MATERIAL SUPPLIED
=== Section Start ===
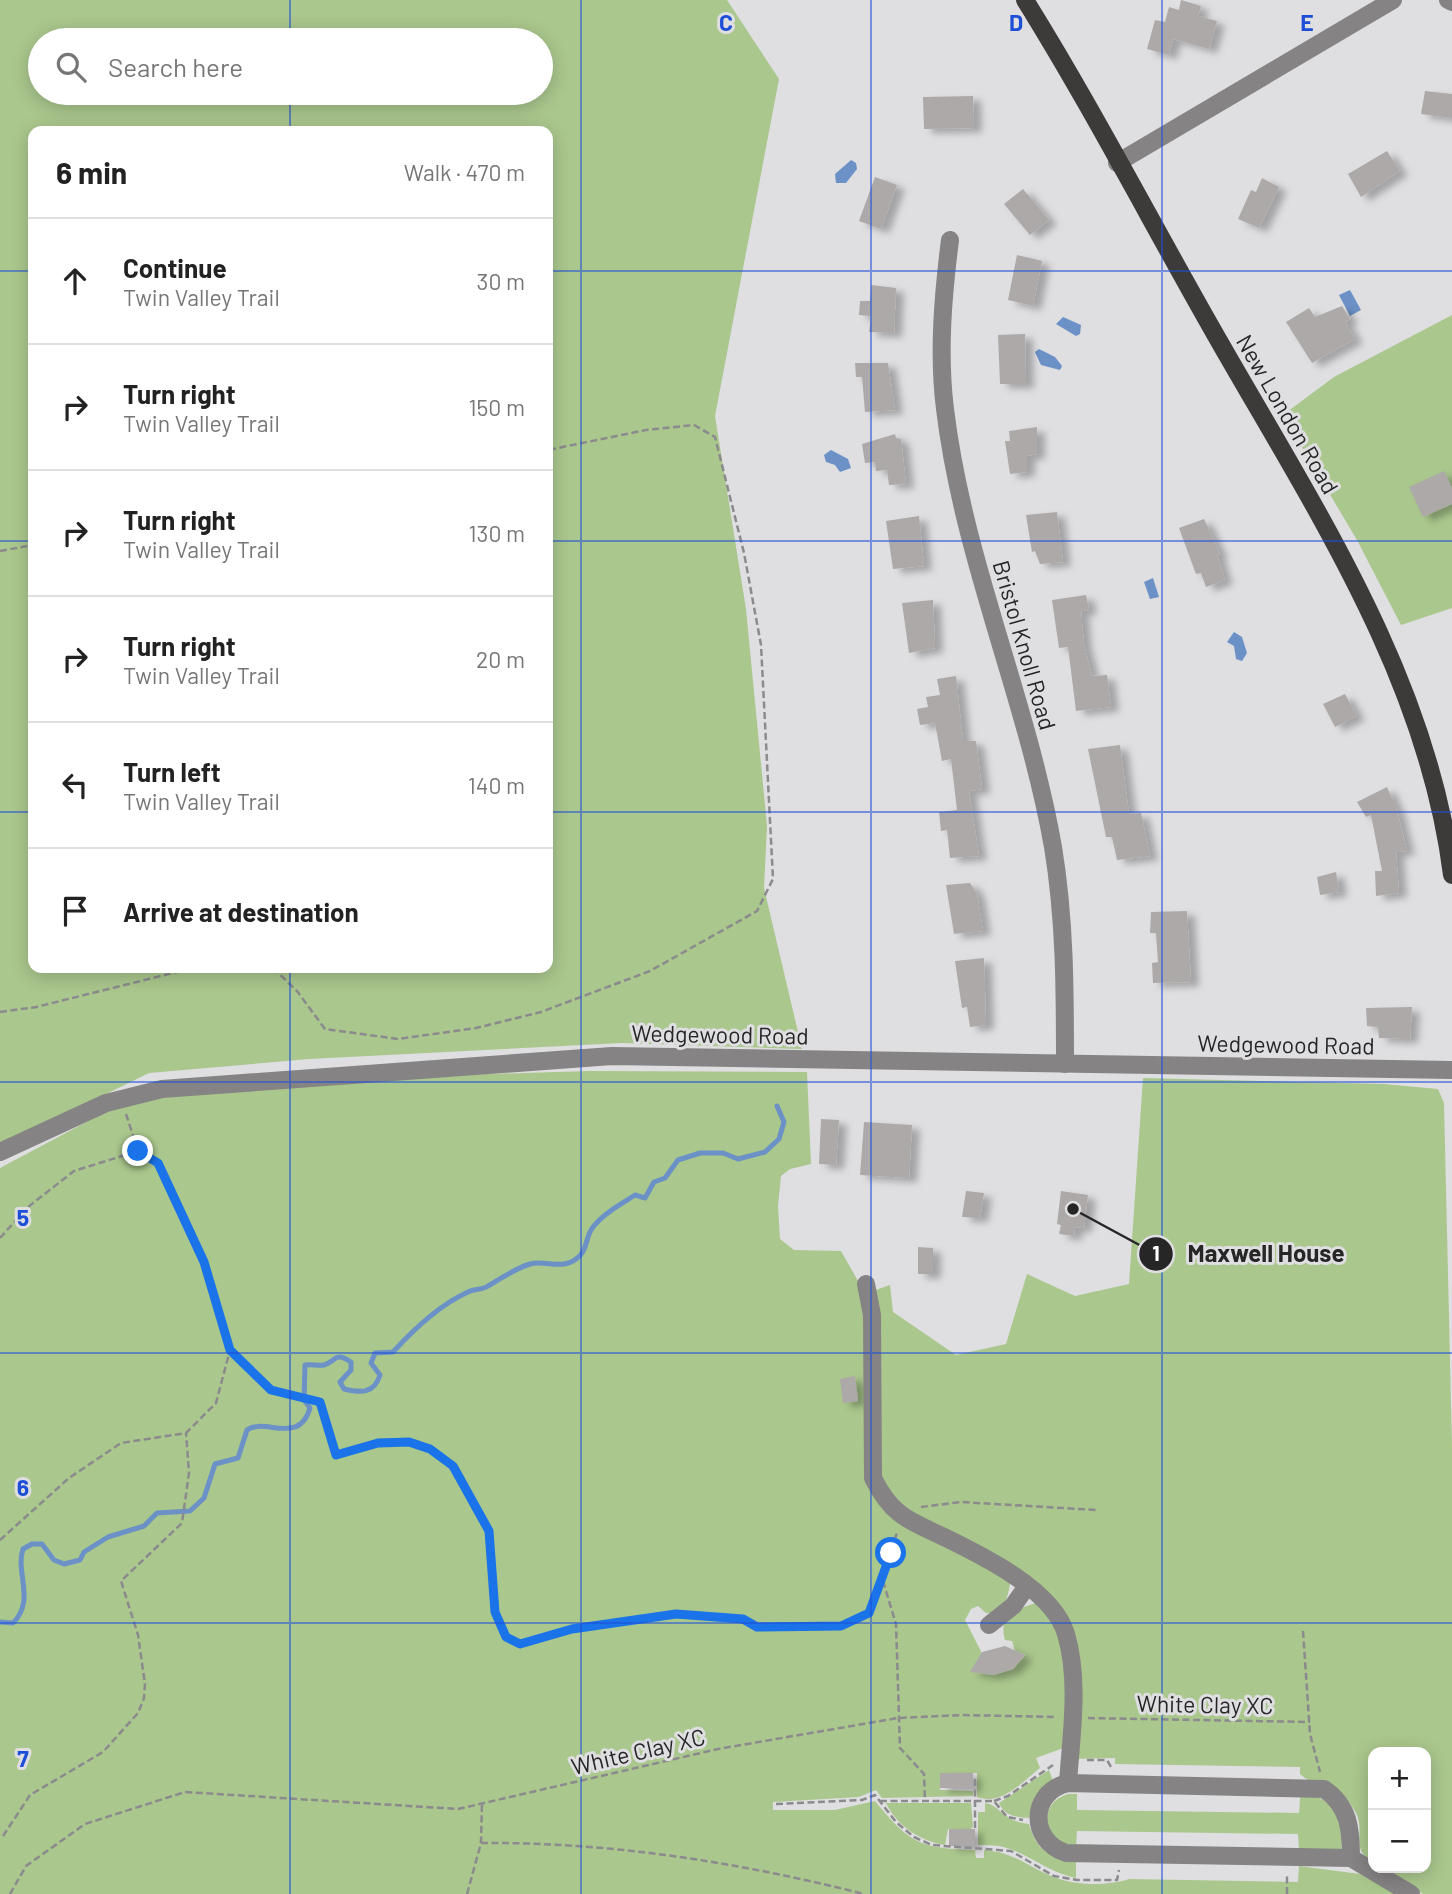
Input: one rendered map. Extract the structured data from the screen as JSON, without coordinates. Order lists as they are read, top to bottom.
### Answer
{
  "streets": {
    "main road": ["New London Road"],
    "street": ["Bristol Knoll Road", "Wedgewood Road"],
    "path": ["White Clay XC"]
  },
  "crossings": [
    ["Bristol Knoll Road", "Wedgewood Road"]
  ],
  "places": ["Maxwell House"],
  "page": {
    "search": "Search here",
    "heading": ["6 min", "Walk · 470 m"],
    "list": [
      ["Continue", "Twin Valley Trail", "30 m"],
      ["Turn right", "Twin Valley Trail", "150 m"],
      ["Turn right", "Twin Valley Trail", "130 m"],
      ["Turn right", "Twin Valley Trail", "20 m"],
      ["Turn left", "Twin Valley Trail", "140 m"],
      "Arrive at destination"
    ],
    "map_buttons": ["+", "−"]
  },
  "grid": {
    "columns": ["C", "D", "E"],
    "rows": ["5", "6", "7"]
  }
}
=== Section End ===
=== Section Start ===
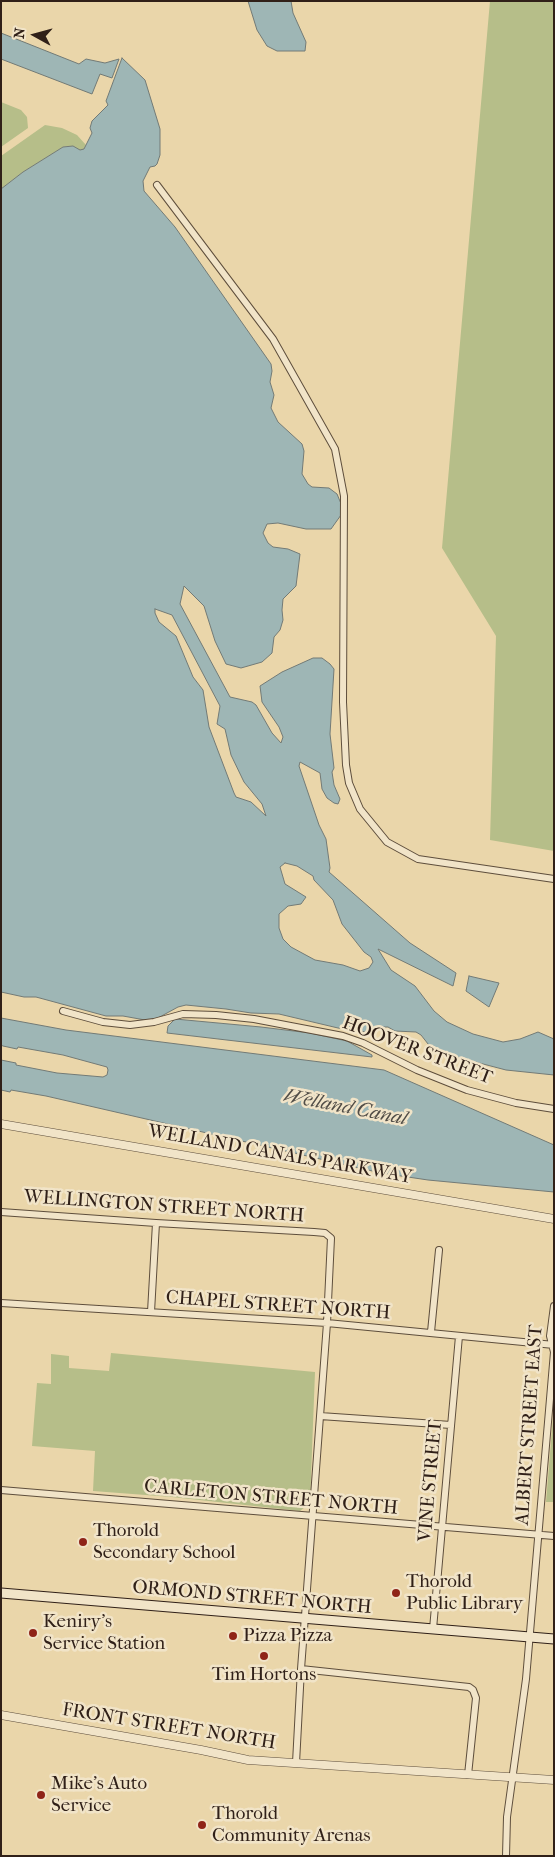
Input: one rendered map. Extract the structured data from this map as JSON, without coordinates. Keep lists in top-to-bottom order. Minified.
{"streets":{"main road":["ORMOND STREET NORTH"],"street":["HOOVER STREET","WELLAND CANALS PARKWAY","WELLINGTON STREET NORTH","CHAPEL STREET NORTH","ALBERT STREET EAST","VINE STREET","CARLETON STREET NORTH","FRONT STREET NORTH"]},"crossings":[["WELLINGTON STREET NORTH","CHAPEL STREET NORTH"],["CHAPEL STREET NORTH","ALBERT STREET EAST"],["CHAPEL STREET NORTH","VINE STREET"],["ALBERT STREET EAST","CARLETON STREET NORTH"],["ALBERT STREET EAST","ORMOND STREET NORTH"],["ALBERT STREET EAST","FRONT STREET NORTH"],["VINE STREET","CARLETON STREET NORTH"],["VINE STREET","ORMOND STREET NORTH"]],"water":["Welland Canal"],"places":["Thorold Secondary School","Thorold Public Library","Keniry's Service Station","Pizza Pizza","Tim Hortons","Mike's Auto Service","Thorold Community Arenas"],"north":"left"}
=== Section End ===
=== Section Start ===
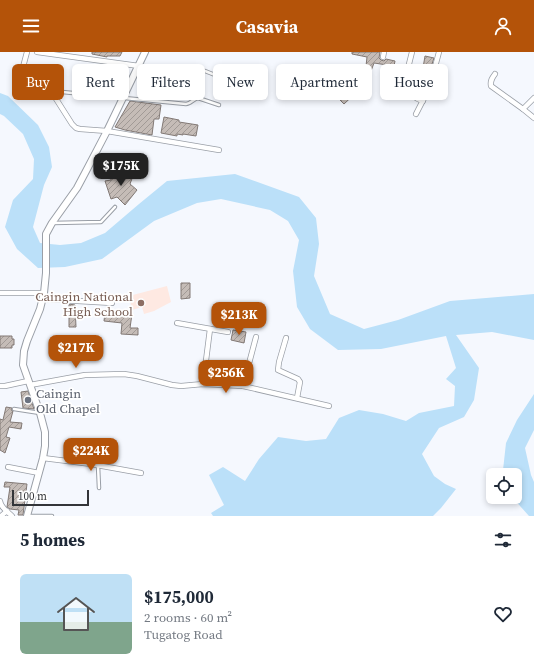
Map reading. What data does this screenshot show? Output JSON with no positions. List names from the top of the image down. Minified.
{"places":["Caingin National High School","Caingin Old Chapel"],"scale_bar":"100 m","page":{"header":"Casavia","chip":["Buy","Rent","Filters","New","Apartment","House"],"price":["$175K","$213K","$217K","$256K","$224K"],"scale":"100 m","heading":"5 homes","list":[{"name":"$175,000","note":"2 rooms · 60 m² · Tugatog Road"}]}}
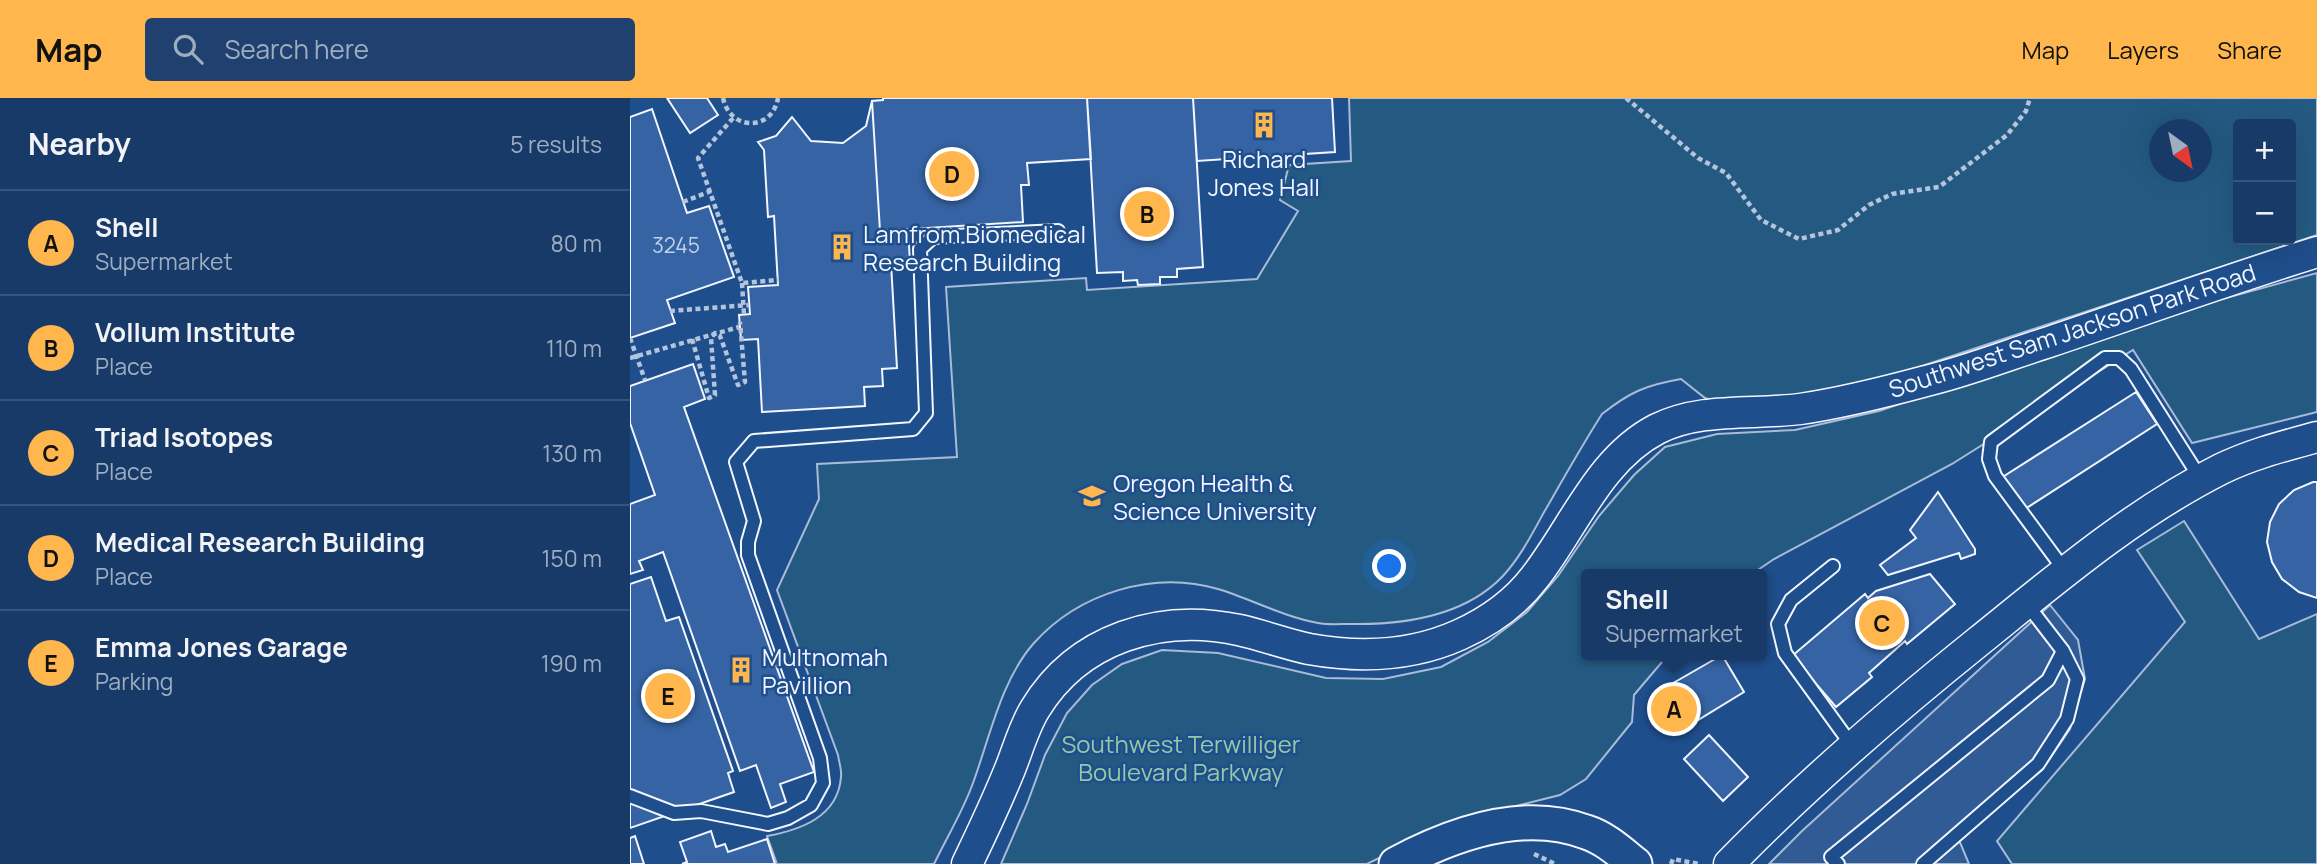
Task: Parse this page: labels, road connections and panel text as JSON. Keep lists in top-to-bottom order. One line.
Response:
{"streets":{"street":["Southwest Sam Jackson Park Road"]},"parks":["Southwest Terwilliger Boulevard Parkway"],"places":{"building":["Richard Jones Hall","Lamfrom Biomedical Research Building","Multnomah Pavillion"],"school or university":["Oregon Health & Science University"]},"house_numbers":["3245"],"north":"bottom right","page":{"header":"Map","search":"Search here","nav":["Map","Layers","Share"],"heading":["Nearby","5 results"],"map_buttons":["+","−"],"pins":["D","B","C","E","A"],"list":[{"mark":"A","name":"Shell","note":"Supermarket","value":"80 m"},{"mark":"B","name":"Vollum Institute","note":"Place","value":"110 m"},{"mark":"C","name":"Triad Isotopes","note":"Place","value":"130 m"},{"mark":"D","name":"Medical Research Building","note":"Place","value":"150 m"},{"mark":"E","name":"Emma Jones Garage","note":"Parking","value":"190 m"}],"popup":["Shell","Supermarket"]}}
=== Section End ===
TO DO
Lines from the one above containing "Map reading. What" down to the one containing "Task: Parse this" should be transcribed exactly, with both ends kept and no pictures.

YOUR SOLUTION
Map reading. What data does this screenshot show? Output JSON with no positions. List names from the top of the image down. Minified.
{"places":["Caingin National High School","Caingin Old Chapel"],"scale_bar":"100 m","page":{"header":"Casavia","chip":["Buy","Rent","Filters","New","Apartment","House"],"price":["$175K","$213K","$217K","$256K","$224K"],"scale":"100 m","heading":"5 homes","list":[{"name":"$175,000","note":"2 rooms · 60 m² · Tugatog Road"}]}}
Task: Parse this page: labels, road connections and panel text as JSON. Keep lists in top-to-bottom order. One line.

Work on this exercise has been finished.